Osteoarthritis (OA), characterized by inflammation and articular cartilage degradation, is a prevalent arthritis among geriatric population. This paper was to scrutinize the novel mechanism of long noncoding RNA (lncRNA) NEAT1 in OA etiology.

Reduced NEAT1 induces the development of OA via miR-374b-5p/PGAP1 pathway. This suggests that the regulatory axis NEAT1/miR-374b-5p/PGAP1 is a novel and prospective target for OA treatment.

A total of 10 OA patients and 10 normal individuals was included in this study. Cell model of OA was built in human normal chondrocytes induced by lipopolysaccharide (LPS). An OA Wistar rat model was established through intra-articular injection of L-cysteine and papain mixtures (proportion at 1:2) into the right knee. Quantitative reverse transcription-polymerase chain reaction was employed to ascertain the expression levels of NEAT1, microRNA (miR)-374b-5p and post-GPI attachment to protein 1 (PGAP1), while dual-luciferase reporter experiments were used for the validation of target relationship among them. Cell cycle and apoptosis were calculated by flow cytometry analysis. CCK-8 assay was done to evaluate the proliferative potentials of chondrocytes. The levels of cell cycle-related proteins (Cyclin A1, Cyclin B1 and Cyclin D2) and pro-apoptotic proteins (Caspase3 and Caspase9) were measured by western blotting. Tumor necrosis factor-alpha (TNF-α), interleukin-1beta (IL-1β) and IL-6 levels were determined via ELISA. Hematoxylin & eosin (HE) Staining was used for pathological examination in OA rats.
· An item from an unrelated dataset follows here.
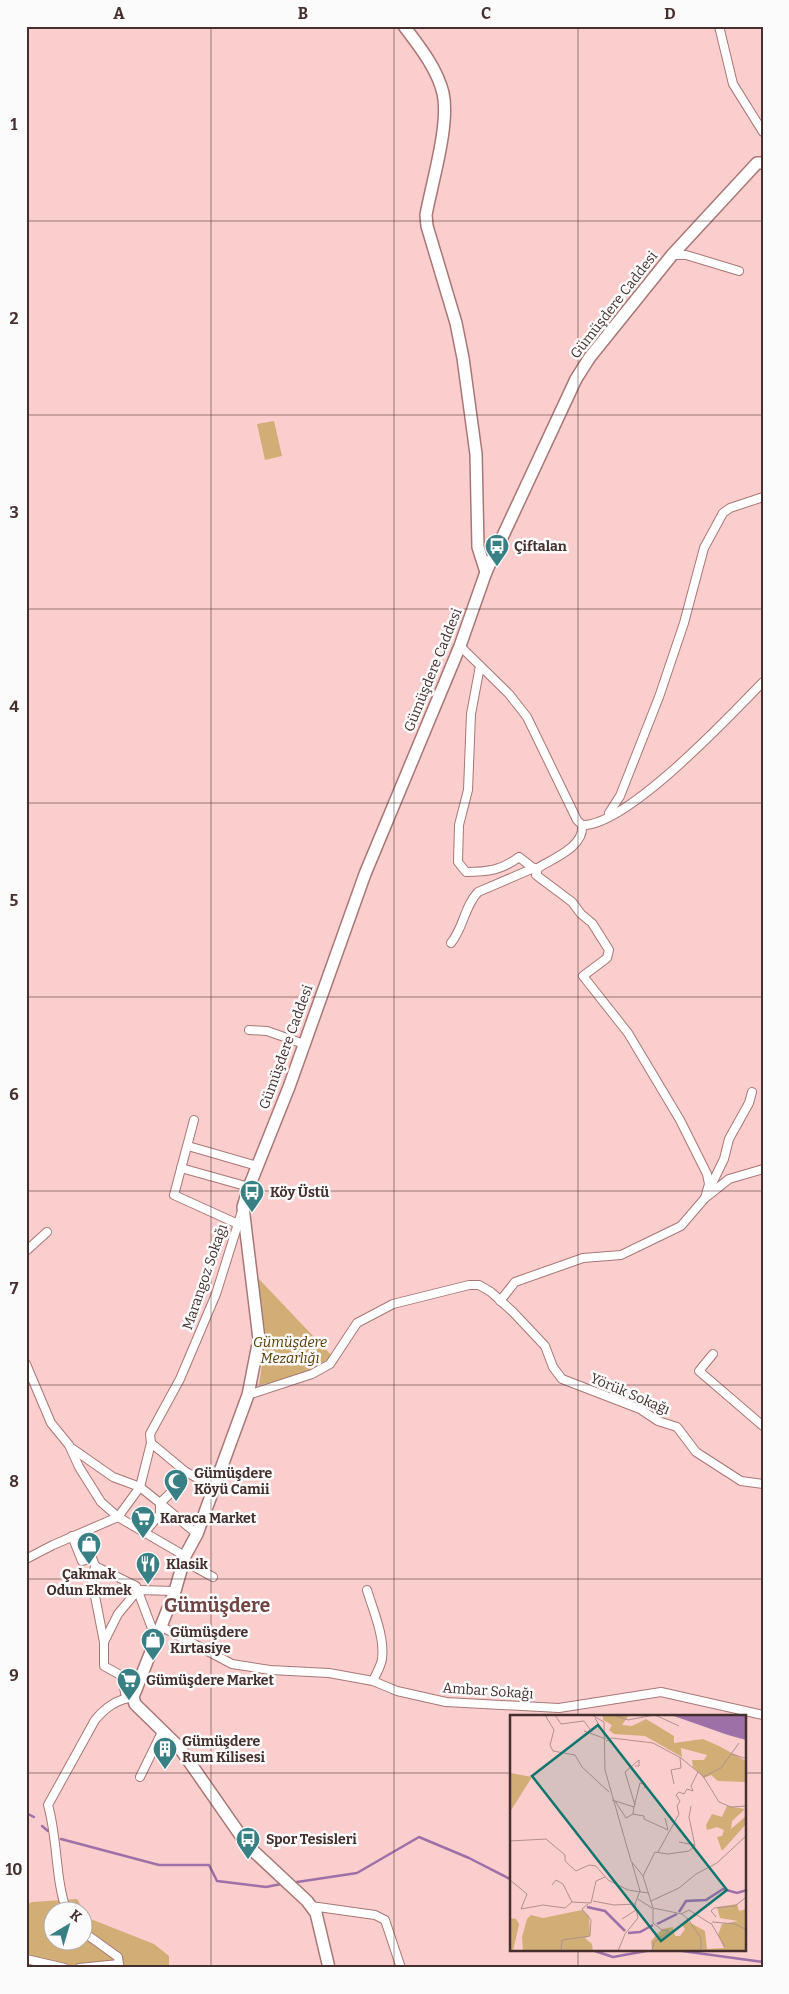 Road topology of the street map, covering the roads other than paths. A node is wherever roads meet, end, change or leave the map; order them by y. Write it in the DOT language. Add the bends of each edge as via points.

Pronounced downregulation of NEAT1 and PGAP1 and high amounts of miR-374b-5p were identified in OA patients, LPS-induced chondrocytes and OA rats. NEAT1 targeted miR-374b-5p to control PGAP1 expression. Loss of NEAT1 or upregulation of miR-374b-5p dramatically accelerated apoptosis, led to the G1/S arrest and promoted the secretion of inflammatory cytokines in LPS-induced chondrocytes, while ectopic expression of PGAP1 exhibited the opposite influences on chondrocytes. Additionally, we further indicated that upregulation of miR-374b-5p attenuated the effects of PGAP1 overexpression on LPS-induced chondrocytes. Conclusions: Reduced NEAT1 induces the development of OA via miR-374b-5p/PGAP1 pathway. This suggests that the regulatory axis NEAT1/miR-374b-5p/PGAP1 is a novel and prospective target for OA treatment.